> **What you are asked to do**:
Please return all of the data exactly as written.
##### Data records #####
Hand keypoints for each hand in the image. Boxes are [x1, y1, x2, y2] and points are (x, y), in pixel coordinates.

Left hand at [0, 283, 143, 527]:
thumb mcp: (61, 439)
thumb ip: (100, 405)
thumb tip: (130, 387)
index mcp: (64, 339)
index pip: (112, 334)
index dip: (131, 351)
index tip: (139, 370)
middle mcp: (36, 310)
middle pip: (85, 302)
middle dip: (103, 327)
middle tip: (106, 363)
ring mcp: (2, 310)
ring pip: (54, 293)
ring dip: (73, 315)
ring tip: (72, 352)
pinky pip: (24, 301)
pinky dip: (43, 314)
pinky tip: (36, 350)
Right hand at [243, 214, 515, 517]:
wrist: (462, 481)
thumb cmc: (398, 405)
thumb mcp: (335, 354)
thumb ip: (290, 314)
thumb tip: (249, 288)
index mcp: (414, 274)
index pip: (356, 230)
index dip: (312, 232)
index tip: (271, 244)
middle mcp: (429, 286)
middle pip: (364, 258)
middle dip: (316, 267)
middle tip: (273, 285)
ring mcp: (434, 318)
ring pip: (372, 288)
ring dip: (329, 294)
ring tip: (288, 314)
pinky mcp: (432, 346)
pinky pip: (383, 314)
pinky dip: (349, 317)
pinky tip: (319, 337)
#####
> **Solved problem**:
Hand keypoints for each hand in the image. Boxes are [x1, y1, x2, y2] and points are (x, y), in pixel coordinates.

Left hand at [0, 283, 143, 527]:
thumb mcp: (61, 439)
thumb ip: (100, 405)
thumb tip: (130, 387)
index mcp: (64, 339)
index pip: (112, 334)
index dip: (131, 351)
index tip: (139, 370)
middle mcp: (36, 310)
middle pip: (85, 302)
middle dip: (103, 327)
middle tip: (106, 363)
ring mcp: (2, 310)
ring pip: (54, 293)
ring dip: (73, 315)
ring tip: (72, 352)
pinky pip: (24, 301)
pinky dip: (43, 314)
pinky tip: (36, 350)
Right hand at [243, 214, 515, 517]:
wrist: (462, 481)
thumb cmc: (398, 405)
thumb mcp: (335, 354)
thumb ip: (290, 314)
thumb tip: (249, 288)
index mcp: (414, 274)
index pip: (356, 230)
index dip: (312, 232)
index tip: (271, 244)
middle mcp: (429, 286)
middle pip: (364, 258)
middle dip: (316, 267)
middle tip: (273, 285)
ring mcp: (434, 318)
ring pip: (372, 288)
ring dip: (329, 294)
ring tip: (288, 314)
pinky mcp: (432, 346)
pinky pip: (383, 314)
pinky dip: (349, 317)
pinky tip: (319, 337)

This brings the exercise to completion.